▸ **WHAT NEEDS TO BE DONE**: When the word "الأرض" shows up in a line of the records below, copy that line.
────────────────────────────────────────
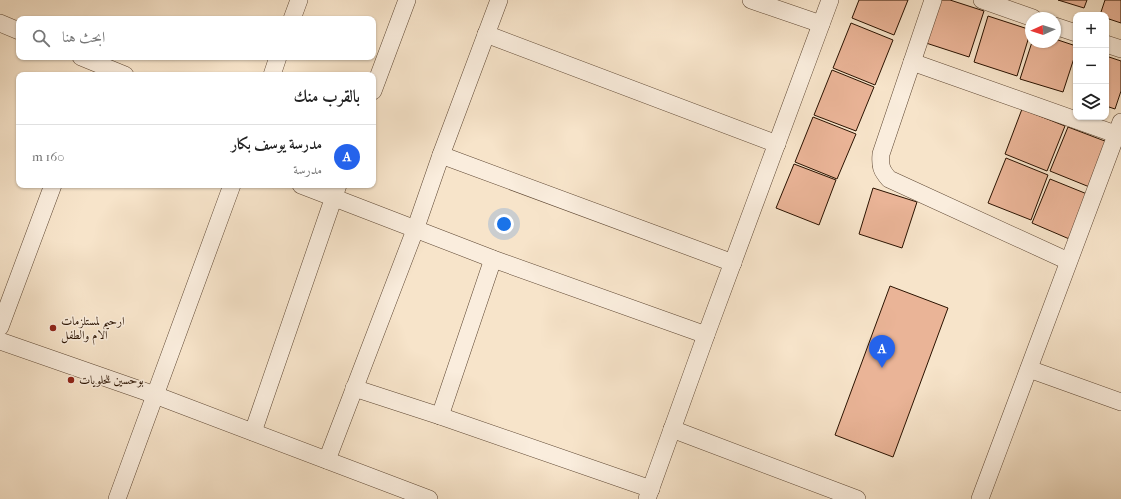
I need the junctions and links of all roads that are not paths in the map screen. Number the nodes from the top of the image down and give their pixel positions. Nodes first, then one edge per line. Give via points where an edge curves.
1 (299, 0) edge
2 (407, 0) edge
3 (499, 0) edge
4 (752, 0) edge
5 (830, 0) edge
6 (933, 0) edge
7 (982, 0) edge
8 (1009, 4) edge
9 (1025, 13) edge
10 (293, 16) edge
11 (0, 23) edge
12 (821, 24) junction
13 (1061, 28) edge
14 (16, 30) edge
15 (1073, 32) edge
16 (486, 34) junction
17 (1109, 45) edge
18 (1121, 49) edge
19 (84, 60) edge
20 (277, 60) edge
21 (912, 62) junction
22 (96, 70) edge
23 (108, 72) edge
24 (273, 72) edge
25 (376, 83) edge
26 (1119, 131) edge
27 (777, 144) junction
28 (441, 155) junction
29 (52, 188) edge
30 (231, 188) edge
31 (318, 188) edge
32 (336, 191) edge
33 (415, 230) junction
34 (493, 258) junction
35 (1068, 261) junction
36 (733, 264) junction
37 (0, 327) edge
38 (706, 335) junction
39 (0, 341) edge
40 (1028, 369) junction
41 (354, 388) junction
42 (155, 395) junction
43 (1121, 402) edge
44 (440, 416) junction
45 (672, 429) junction
46 (253, 432) junction
47 (327, 460) junction
48 (649, 494) edge
49 (117, 499) edge
50 (429, 499) edge
51 (857, 499) edge
52 (980, 499) edge

1 - 10 street
2 - 25 street
3 - 16 street
4 - 12 street
5 - 12 street
6 - 21 street
7 - 8 street
8 - 9 street
11 - 14 street
12 - 27 street
13 - 15 street
16 - 27 street
16 - 28 street
17 - 18 street
19 - 22 street
20 - 24 street
21 - 26 street
21 - 35 street via 881,154 880,165 884,173 889,179
22 - 23 street
26 - 35 street
27 - 36 street
28 - 33 street
28 - 36 street
29 - 37 street
30 - 42 street
31 - 32 street
32 - 33 street
32 - 46 street
33 - 34 street
33 - 41 street
34 - 38 street
34 - 44 street
35 - 40 street
36 - 38 street
38 - 45 street
39 - 42 street
40 - 43 street
40 - 52 street
41 - 44 street
41 - 47 street
42 - 46 street
42 - 49 street
44 - 48 street
45 - 48 street
45 - 51 street
46 - 47 street
47 - 50 street

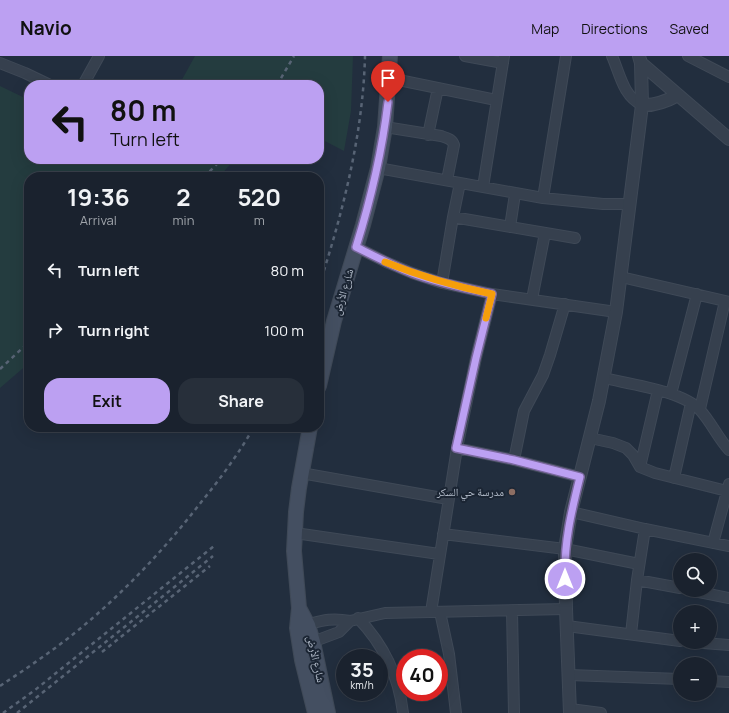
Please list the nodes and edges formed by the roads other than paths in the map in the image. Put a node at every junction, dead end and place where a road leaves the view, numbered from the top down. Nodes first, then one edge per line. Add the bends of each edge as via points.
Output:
1 (99, 56) edge
2 (390, 56) edge
3 (465, 56) edge
4 (566, 56) edge
5 (612, 56) edge
6 (688, 56) edge
7 (503, 59) edge
8 (640, 59) edge
9 (0, 63) edge
10 (729, 76) edge
11 (389, 78) junction
12 (40, 80) edge
13 (86, 80) edge
14 (438, 88) junction
15 (678, 95) junction
16 (496, 100) junction
17 (642, 105) junction
18 (385, 127) junction
19 (428, 134) junction
20 (729, 140) edge
21 (378, 168) junction
22 (447, 180) junction
23 (460, 183) junction
24 (483, 187) junction
25 (515, 194) junction
26 (543, 198) junction
27 (629, 204) junction
28 (453, 217) junction
29 (510, 227) junction
30 (545, 233) junction
31 (575, 238) dead end
32 (356, 247) junction
33 (621, 276) junction
34 (442, 283) junction
35 (492, 294) junction
36 (697, 294) junction
37 (532, 299) junction
38 (727, 301) edge
39 (565, 304) junction
40 (616, 312) junction
41 (324, 364) edge
42 (604, 378) junction
43 (658, 390) junction
44 (672, 394) junction
45 (691, 403) junction
46 (700, 409) junction
47 (309, 432) edge
48 (590, 438) junction
49 (456, 448) junction
50 (729, 450) edge
51 (514, 460) junction
52 (640, 467) junction
53 (302, 473) junction
54 (580, 477) junction
55 (674, 478) junction
56 (728, 488) edge
57 (448, 498) junction
58 (571, 512) junction
59 (645, 529) junction
60 (295, 533) junction
61 (443, 534) junction
62 (712, 543) junction
63 (729, 546) edge
64 (565, 549) junction
65 (440, 554) junction
66 (639, 564) junction
67 (637, 580) junction
68 (673, 587) edge
69 (717, 596) edge
70 (729, 598) edge
71 (566, 609) junction
72 (512, 611) junction
73 (436, 612) junction
74 (354, 620) junction
75 (302, 626) junction
76 (567, 626) junction
77 (631, 634) junction
78 (673, 640) edge
79 (717, 644) edge
80 (306, 645) junction
81 (729, 645) edge
82 (569, 675) junction
83 (673, 679) edge
84 (717, 681) edge
85 (729, 682) edge
86 (570, 711) edge
87 (315, 713) edge
88 (328, 713) edge
89 (403, 713) edge
90 (456, 713) edge
91 (514, 713) edge
92 (601, 713) edge

1 - 13 street
2 - 11 main road, شارع الأرض
3 - 7 street
4 - 26 street
5 - 17 street via 628,93 634,101
6 - 10 street
7 - 16 street
8 - 15 street
8 - 17 street
9 - 12 street
11 - 14 street
11 - 18 main road, شارع الأرض
14 - 16 street
14 - 19 street
15 - 17 street via 650,106
15 - 20 street
16 - 24 street
17 - 27 street
18 - 19 street
18 - 21 main road, شارع الأرض
19 - 22 street via 453,141
21 - 22 street
21 - 32 main road, شارع الأرض
22 - 23 street
23 - 24 street
23 - 28 street
24 - 25 street
25 - 26 street
25 - 29 street
26 - 27 street
27 - 33 street
28 - 29 street
28 - 34 street
29 - 30 street
30 - 31 street
30 - 37 street
32 - 34 street via 412,273
32 - 41 main road, شارع الأرض
33 - 36 street
33 - 40 street
34 - 35 street
35 - 37 street
35 - 49 street
36 - 38 street
36 - 44 street
37 - 39 street
38 - 46 street
39 - 40 street
39 - 51 street via 543,375 524,412
40 - 42 street
42 - 43 street
42 - 48 street
43 - 44 street
43 - 52 street
44 - 45 street
45 - 46 street
45 - 55 street
46 - 50 street
47 - 53 main road, شارع الأرض
48 - 52 street via 626,448
48 - 54 street
49 - 51 street
49 - 57 street
51 - 54 street
52 - 55 street
53 - 57 street
53 - 60 main road, شارع الأرض
54 - 58 street
55 - 56 street
56 - 62 street
57 - 61 street
58 - 59 street
58 - 64 street
59 - 62 street
59 - 66 street
60 - 65 street
60 - 75 main road, شارع الأرض via 298,608
61 - 64 street
61 - 65 street
62 - 63 street
64 - 66 street
64 - 71 street
65 - 73 street
66 - 67 street
67 - 68 street
67 - 77 street
69 - 70 street
71 - 72 street
71 - 76 street
72 - 73 street
72 - 91 street
73 - 74 street via 385,613
73 - 90 street via 449,654
74 - 75 street via 337,618
74 - 80 street via 339,632
74 - 89 street via 370,631 381,647 398,684
75 - 80 main road, شارع الأرض
76 - 77 street
76 - 82 street
77 - 78 street
79 - 81 street
80 - 87 main road, شارع الأرض
80 - 88 main road, شارع الأرض
82 - 83 street
82 - 86 street
84 - 85 street
86 - 92 street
────────────────────────────────────────
▸ **RESULT FOR THIS TASK**:
2 - 11 main road, شارع الأرض
11 - 18 main road, شارع الأرض
18 - 21 main road, شارع الأرض
21 - 32 main road, شارع الأرض
32 - 41 main road, شارع الأرض
47 - 53 main road, شارع الأرض
53 - 60 main road, شارع الأرض
60 - 75 main road, شارع الأرض via 298,608
75 - 80 main road, شارع الأرض
80 - 87 main road, شارع الأرض
80 - 88 main road, شارع الأرض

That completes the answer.